_Work item_
For the word "roads", return each line of the data in which it occurs.

═════ Given information

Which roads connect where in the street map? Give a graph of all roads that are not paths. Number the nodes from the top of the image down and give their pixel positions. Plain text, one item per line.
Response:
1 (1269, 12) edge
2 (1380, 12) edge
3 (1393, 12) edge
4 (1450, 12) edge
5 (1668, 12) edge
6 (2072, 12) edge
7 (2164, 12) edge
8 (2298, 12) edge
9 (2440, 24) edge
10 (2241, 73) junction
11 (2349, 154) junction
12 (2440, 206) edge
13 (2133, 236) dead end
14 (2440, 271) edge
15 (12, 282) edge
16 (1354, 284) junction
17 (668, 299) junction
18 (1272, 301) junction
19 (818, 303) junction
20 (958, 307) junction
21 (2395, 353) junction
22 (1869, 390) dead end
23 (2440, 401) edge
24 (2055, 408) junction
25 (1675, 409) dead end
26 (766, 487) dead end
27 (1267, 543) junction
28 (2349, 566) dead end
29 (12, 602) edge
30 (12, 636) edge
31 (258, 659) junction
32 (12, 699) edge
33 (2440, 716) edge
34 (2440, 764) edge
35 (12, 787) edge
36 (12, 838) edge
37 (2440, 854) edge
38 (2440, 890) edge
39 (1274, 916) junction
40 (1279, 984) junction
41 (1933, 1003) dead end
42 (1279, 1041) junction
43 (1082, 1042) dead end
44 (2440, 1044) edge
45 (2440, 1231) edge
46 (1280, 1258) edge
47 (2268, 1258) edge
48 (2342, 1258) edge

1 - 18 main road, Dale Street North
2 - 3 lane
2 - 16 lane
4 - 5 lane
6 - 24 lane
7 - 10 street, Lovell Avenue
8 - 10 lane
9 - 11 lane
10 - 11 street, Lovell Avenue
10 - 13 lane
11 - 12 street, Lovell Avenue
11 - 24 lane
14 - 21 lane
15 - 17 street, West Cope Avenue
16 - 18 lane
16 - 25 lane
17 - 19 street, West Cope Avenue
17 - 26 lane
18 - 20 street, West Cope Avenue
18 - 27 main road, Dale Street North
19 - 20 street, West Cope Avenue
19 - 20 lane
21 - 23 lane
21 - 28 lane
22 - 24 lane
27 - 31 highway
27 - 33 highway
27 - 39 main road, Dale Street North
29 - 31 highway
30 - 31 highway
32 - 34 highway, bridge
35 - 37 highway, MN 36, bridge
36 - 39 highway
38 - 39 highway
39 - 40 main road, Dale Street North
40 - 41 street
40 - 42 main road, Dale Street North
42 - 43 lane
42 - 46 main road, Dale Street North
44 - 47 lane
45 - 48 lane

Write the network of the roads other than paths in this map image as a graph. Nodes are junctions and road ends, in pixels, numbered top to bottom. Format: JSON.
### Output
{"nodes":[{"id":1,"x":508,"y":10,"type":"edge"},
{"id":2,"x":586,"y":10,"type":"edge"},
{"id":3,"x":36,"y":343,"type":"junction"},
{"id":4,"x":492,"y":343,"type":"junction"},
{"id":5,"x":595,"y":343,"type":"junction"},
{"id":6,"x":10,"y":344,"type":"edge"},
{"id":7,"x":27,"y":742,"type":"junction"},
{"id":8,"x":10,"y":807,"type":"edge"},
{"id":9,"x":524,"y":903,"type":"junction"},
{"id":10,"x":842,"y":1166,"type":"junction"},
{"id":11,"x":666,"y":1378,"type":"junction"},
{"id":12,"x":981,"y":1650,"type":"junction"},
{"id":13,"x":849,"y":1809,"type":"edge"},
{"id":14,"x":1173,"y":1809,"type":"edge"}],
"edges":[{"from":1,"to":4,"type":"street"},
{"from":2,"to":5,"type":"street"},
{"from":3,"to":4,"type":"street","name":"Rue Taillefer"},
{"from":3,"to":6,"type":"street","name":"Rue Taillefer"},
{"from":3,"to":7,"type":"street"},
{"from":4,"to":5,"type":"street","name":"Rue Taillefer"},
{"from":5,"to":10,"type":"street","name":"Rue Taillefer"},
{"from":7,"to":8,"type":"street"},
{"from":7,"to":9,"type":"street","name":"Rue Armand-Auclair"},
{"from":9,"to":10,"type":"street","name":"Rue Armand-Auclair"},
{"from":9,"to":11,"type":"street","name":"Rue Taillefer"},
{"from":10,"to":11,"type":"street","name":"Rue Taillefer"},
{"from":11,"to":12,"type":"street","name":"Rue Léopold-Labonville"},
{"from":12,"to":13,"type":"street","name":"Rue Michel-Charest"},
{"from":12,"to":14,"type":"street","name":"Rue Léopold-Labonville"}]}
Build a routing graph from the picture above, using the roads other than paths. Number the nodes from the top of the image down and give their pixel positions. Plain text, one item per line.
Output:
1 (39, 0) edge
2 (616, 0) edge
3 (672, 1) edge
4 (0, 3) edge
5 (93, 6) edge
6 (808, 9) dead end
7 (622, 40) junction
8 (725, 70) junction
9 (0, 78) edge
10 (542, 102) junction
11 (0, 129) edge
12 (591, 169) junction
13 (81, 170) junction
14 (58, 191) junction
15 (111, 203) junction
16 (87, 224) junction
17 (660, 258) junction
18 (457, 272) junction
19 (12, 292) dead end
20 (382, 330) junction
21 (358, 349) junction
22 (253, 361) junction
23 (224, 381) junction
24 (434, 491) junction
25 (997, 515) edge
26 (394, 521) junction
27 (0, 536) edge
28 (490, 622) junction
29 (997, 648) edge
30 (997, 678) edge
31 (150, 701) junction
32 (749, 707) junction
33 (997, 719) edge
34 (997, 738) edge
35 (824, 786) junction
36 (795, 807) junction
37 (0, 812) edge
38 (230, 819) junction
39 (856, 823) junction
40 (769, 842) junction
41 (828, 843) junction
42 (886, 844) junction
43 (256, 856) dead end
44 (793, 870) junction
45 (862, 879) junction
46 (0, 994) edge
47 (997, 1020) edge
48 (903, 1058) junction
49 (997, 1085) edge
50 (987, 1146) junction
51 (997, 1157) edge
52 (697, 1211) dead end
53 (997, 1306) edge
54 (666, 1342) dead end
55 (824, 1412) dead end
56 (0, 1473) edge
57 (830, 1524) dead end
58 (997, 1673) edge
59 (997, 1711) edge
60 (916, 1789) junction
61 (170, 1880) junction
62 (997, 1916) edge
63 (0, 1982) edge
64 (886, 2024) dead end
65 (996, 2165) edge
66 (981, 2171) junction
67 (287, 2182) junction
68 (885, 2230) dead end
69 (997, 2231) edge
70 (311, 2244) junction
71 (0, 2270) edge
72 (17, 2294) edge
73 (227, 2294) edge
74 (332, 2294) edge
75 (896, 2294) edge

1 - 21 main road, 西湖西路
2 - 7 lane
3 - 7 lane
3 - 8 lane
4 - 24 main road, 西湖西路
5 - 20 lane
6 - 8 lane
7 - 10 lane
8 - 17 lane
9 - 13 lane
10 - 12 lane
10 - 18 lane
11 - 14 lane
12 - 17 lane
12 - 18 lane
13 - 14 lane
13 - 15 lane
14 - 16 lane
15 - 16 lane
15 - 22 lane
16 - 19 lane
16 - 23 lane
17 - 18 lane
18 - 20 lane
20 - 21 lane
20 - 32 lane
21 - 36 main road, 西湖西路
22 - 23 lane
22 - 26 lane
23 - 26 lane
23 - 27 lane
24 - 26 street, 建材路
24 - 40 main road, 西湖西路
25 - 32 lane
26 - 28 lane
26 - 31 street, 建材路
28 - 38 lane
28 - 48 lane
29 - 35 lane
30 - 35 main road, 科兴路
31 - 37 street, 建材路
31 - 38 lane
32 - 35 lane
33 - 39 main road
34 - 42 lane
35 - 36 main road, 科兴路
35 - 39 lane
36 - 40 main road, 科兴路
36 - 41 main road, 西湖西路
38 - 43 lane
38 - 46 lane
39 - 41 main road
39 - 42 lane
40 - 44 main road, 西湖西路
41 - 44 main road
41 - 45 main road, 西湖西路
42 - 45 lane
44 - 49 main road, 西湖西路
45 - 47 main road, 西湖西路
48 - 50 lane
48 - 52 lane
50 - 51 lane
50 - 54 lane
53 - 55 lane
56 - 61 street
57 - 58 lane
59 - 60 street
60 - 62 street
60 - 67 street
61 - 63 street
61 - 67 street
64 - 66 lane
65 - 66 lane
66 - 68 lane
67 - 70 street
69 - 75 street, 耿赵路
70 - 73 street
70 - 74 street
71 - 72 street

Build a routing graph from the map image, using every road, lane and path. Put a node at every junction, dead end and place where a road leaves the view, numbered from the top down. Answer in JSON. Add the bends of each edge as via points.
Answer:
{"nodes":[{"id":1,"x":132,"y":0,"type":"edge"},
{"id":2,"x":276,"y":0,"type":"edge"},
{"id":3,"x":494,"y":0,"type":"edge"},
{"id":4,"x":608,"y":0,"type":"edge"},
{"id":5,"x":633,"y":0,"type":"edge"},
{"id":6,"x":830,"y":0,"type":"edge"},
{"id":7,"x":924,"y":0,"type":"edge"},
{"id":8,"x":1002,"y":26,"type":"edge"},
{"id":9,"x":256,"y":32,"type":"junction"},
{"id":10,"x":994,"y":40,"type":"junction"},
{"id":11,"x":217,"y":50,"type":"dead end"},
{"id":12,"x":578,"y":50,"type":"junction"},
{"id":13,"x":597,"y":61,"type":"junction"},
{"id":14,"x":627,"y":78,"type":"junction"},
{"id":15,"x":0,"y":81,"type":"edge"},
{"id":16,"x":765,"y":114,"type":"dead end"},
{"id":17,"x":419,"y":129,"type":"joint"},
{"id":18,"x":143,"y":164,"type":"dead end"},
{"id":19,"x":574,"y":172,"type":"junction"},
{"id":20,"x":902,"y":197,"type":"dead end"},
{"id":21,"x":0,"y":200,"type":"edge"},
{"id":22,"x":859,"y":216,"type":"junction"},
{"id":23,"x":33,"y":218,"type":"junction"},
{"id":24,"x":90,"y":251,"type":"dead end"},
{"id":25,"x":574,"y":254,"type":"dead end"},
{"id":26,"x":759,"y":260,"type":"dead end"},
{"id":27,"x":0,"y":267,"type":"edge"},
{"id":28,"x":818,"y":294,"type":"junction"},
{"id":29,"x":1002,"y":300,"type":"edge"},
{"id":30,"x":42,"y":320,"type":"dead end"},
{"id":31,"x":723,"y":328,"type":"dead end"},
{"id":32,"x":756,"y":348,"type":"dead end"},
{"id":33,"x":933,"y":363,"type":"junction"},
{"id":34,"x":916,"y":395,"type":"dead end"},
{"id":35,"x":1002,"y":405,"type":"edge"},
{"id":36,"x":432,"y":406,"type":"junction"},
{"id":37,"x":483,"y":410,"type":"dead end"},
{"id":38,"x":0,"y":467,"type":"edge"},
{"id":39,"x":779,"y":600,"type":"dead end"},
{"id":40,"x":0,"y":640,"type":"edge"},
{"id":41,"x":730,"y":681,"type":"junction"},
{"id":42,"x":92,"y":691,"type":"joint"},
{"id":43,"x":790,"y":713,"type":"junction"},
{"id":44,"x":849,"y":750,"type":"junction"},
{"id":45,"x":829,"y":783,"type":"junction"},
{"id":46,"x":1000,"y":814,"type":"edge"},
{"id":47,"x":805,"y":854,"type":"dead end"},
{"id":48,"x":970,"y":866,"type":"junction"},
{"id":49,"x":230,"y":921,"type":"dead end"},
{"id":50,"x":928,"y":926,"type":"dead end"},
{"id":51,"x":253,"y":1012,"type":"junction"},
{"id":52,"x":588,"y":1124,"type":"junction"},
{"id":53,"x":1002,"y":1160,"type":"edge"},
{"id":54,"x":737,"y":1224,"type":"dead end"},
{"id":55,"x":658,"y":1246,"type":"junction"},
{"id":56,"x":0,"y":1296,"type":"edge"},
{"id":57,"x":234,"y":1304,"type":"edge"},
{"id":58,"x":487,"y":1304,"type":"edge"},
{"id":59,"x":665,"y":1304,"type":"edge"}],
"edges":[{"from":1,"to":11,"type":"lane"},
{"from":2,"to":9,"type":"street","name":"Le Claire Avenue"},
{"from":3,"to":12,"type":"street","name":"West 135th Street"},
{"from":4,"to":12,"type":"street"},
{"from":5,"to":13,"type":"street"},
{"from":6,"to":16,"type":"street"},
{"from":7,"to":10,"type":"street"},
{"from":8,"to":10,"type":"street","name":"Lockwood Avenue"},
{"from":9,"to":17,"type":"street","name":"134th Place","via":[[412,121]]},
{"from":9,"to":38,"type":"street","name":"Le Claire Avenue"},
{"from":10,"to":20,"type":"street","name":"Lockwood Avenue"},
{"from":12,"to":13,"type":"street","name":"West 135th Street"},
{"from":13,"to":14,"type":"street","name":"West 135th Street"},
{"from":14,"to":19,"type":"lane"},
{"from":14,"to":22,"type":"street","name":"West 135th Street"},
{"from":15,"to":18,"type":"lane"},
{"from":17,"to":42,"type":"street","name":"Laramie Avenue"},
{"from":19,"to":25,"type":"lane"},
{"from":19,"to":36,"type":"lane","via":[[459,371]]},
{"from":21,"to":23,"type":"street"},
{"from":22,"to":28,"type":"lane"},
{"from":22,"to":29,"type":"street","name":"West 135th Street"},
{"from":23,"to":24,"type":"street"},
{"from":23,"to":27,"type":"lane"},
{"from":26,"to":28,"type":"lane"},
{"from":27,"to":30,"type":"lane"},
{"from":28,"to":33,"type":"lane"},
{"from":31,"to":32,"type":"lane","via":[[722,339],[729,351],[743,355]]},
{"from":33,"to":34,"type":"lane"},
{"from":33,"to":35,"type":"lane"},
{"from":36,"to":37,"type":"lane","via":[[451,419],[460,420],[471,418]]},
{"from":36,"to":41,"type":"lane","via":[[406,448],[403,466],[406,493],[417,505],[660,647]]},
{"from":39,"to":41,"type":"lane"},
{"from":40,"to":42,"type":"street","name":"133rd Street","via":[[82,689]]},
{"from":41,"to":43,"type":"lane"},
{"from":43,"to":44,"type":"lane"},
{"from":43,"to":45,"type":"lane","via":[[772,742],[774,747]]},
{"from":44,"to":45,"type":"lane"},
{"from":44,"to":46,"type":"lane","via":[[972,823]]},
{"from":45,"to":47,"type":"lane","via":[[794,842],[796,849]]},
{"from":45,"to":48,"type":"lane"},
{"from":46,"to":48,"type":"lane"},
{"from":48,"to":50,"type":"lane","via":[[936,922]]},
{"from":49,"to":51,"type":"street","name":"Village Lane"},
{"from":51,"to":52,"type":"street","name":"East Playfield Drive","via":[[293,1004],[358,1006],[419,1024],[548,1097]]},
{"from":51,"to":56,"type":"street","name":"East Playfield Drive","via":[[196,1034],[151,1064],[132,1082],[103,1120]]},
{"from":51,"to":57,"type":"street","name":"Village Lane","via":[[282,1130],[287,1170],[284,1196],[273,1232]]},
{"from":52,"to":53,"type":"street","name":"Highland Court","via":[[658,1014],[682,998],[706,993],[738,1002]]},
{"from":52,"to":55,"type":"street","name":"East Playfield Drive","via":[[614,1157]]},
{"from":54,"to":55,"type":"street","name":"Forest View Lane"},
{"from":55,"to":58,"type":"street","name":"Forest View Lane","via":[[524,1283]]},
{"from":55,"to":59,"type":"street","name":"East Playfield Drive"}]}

══════════

_Answer section_
Which roads connect where in the street map? Give a graph of all roads that are not paths. Number the nodes from the top of the image down and give their pixel positions. Plain text, one item per line.
Write the network of the roads other than paths in this map image as a graph. Nodes are junctions and road ends, in pixels, numbered top to bottom. Format: JSON.
Build a routing graph from the picture above, using the roads other than paths. Number the nodes from the top of the image down and give their pixel positions. Plain text, one item per line.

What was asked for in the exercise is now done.